Writing good code doesn’t make a good developer; no matter how good your code is, there’s only so much one person can do. You need to be able to work collaboratively, to get your point across and listen to others. It can be as simple as a positive attitude making you enjoyable to work with, or being able to communicate very high-level concepts in an easy-to-understand way. Being personable is a benefit in almost any field, but can really set you apart in IT – an industry usually focused on technical skills and knowledge.
The same as any job, experience trumps qualifications. If you can show you’re already competent at programming, it doesn’t matter if you learned it at university or at home. “But Jack!” you might ask, “How am I supposed to get some experience?” Well, there are plenty of ways of learning to code online, many of which don’t cost a penny – from online courses that will walk you through learning your first programming language, to articles explaining the intricacies of machine learning. Codecademy and /r/learnprogramming helped me learn a lot of the basics.

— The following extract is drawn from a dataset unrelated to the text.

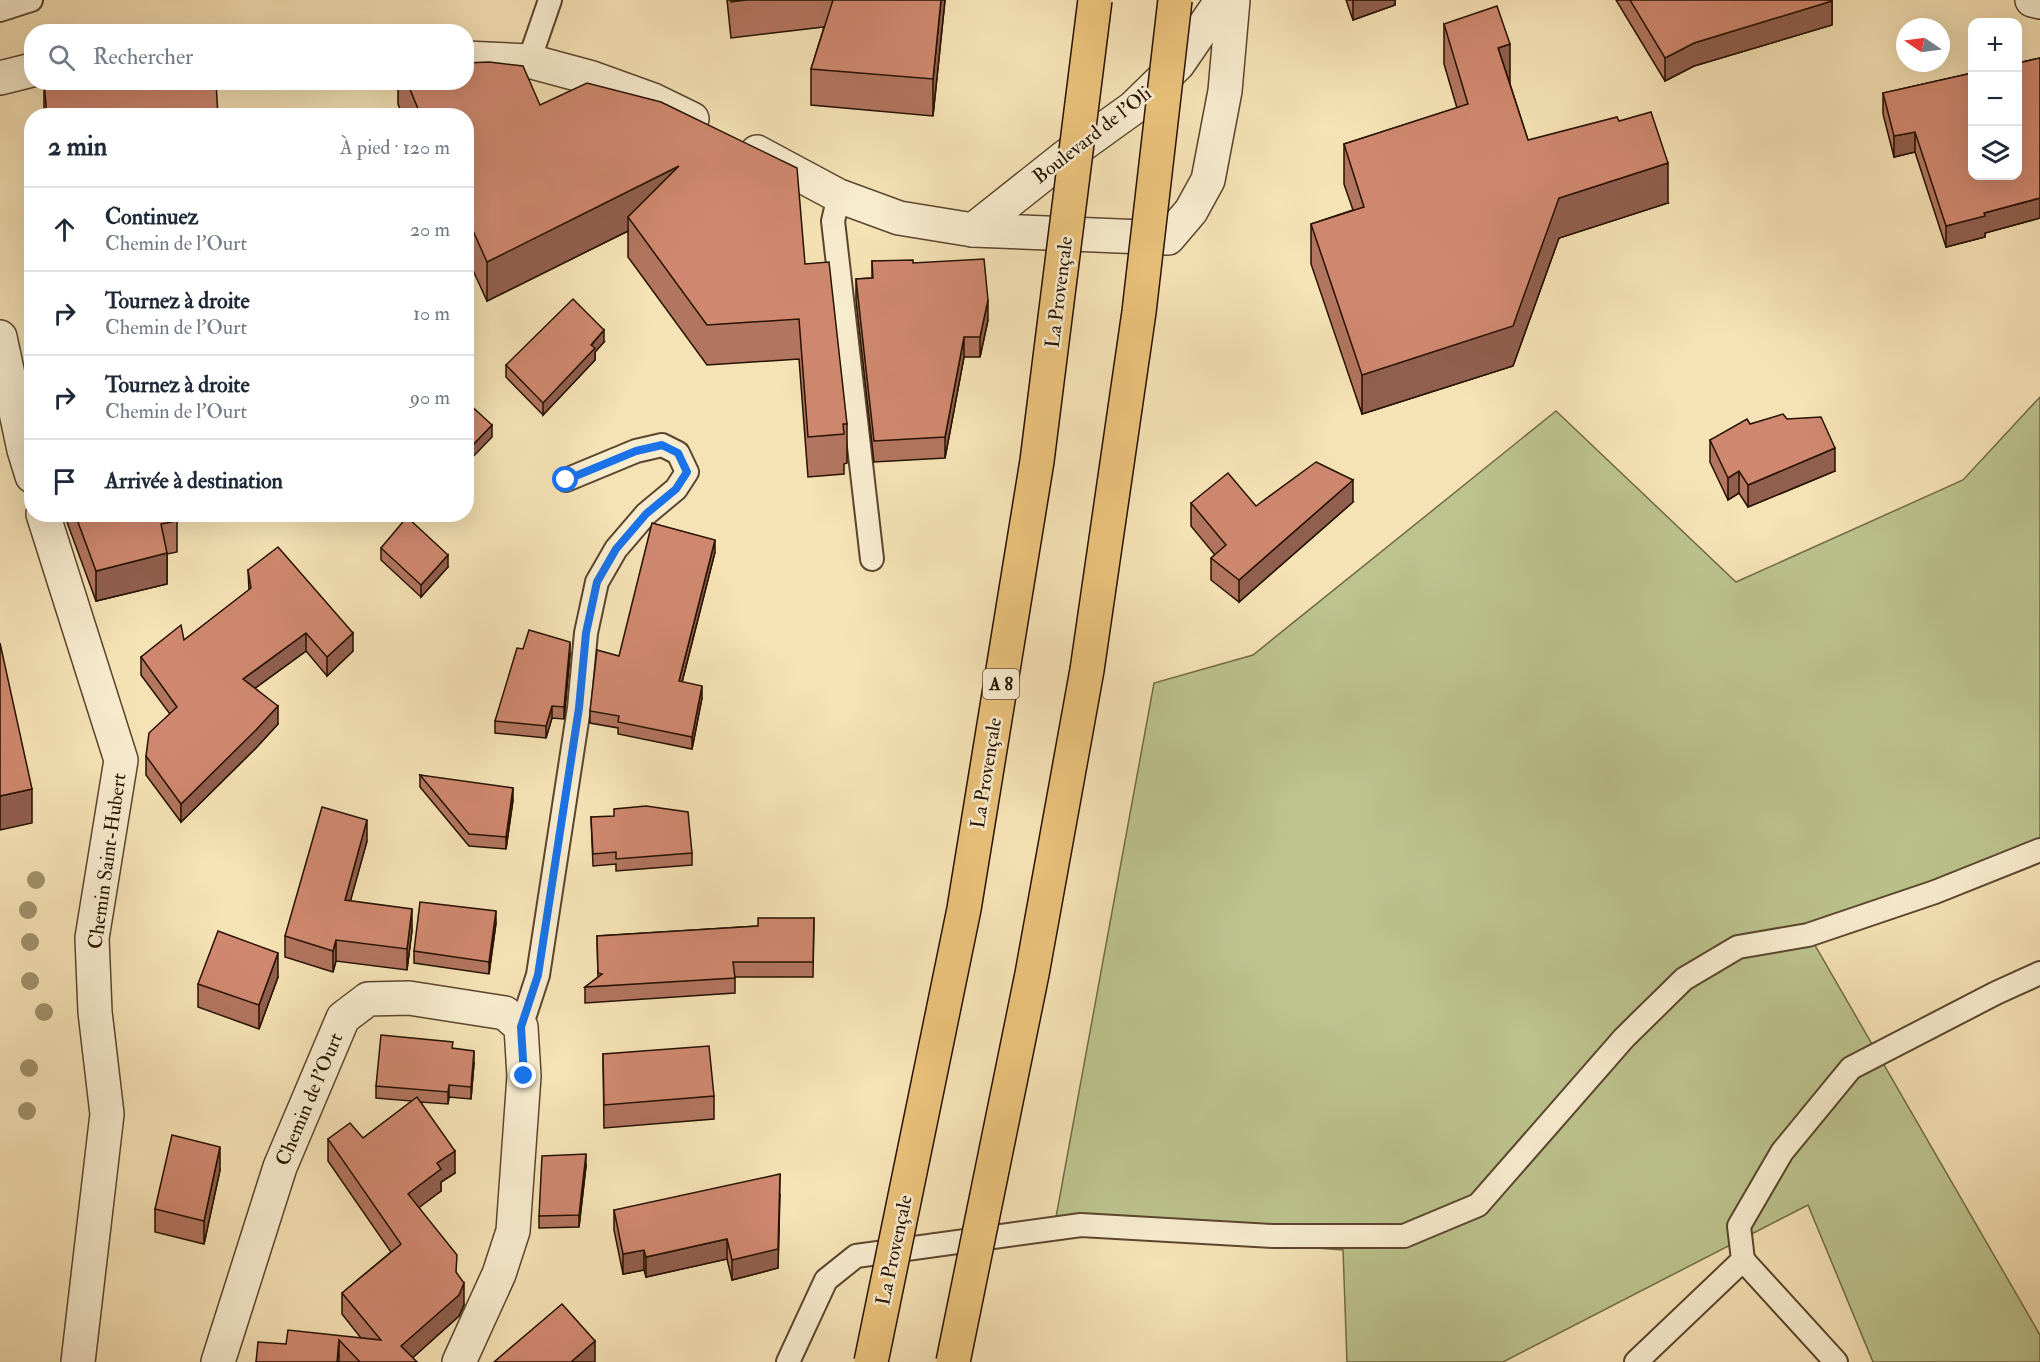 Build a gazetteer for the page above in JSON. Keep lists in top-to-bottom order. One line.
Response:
{"streets":{"highway":["La Provençale","A 8"],"street":["Boulevard de l'Oli","Chemin Saint-Hubert","Chemin de l'Ourt"]},"north":"left","page":{"map_buttons":["+","−"],"search":"Rechercher","heading":["2 min","À pied · 120 m"],"list":[["Continuez","Chemin de l'Ourt","20 m"],["Tournez à droite","Chemin de l'Ourt","10 m"],["Tournez à droite","Chemin de l'Ourt","90 m"],"Arrivée à destination"]}}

In the same vein as qualifications vs. experience, there’s no better way to learn than to just jump straight in. I recommend starting with something small and basic that you either know mostly how to do it, or you can find tutorials for online. Then you can move onto something a little bigger and more advanced, using what you’ve learned from your first project. Organically building yourself up to larger projects means you won’t be committed to poor design decisions or spaghetti code in the earlier projects, and you’re free to learn from your mistakes.
Eventually, when you’re more comfortable working on larger developments, consider contributing to an open source project. This will help you gain some experience working on existing legacy code, working within a large group, and showing your interest in development outside of just a career. Proving you enjoy the work can be vitally important, as no matter how well suited for the job you are (either at a keyboard or away from one), you’ll quickly burn out if you hate the job.

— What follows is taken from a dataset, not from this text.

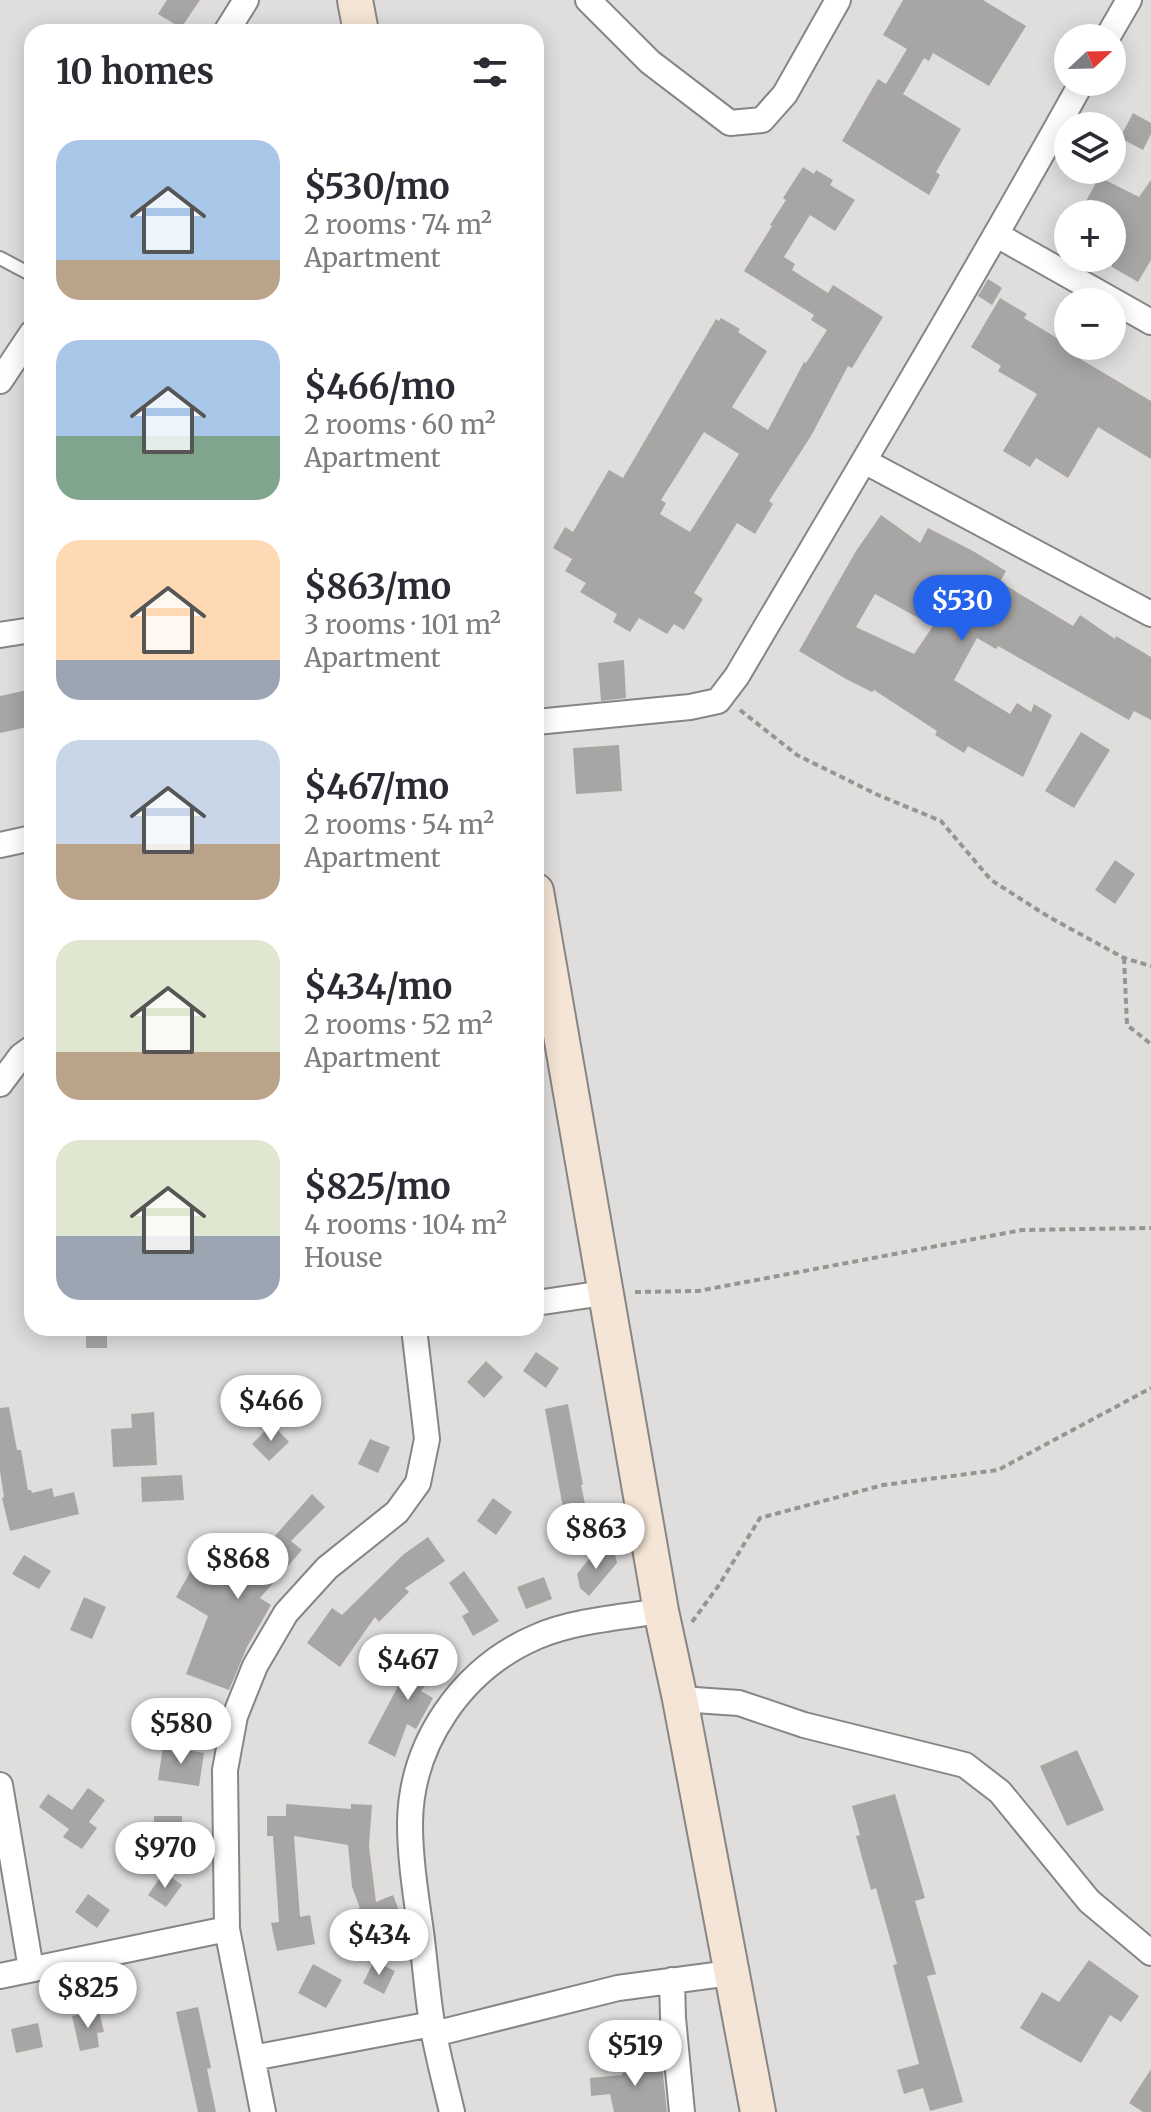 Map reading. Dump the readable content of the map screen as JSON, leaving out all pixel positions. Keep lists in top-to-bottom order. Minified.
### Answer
{"north":"right","page":{"map_buttons":["+","−"],"heading":"10 homes","list":[{"name":"$530/mo","note":"2 rooms · 74 m² · Apartment"},{"name":"$466/mo","note":"2 rooms · 60 m² · Apartment"},{"name":"$863/mo","note":"3 rooms · 101 m² · Apartment"},{"name":"$467/mo","note":"2 rooms · 54 m² · Apartment"},{"name":"$434/mo","note":"2 rooms · 52 m² · Apartment"},{"name":"$825/mo","note":"4 rooms · 104 m² · House"}],"price":["$530","$466","$863","$868","$467","$580","$970","$434","$825","$519"]}}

Lastly, a general tip for when you’re ready to apply is to make sure you’ve done your research on the company and position you’re applying for. Don’t make the mistake of focusing on all the work you’ve done on database management during the interview for a front-end developer position; make sure you’re a good match for the position.
So, even though it might feel like you need a computer science degree to get a job in the IT industry, there are plenty of things that you can do to hedge your bets and overcome your shortfalls when applying for a relevant job. There are countless skills from other disciplines that can be applied to software development along with lots of soft skills that are needed to keep any project running smoothly. Gaining experience in the various aspects of development can really help you in your applications – so broaden your horizons!
Don’t worry, there’s a job for you in IT.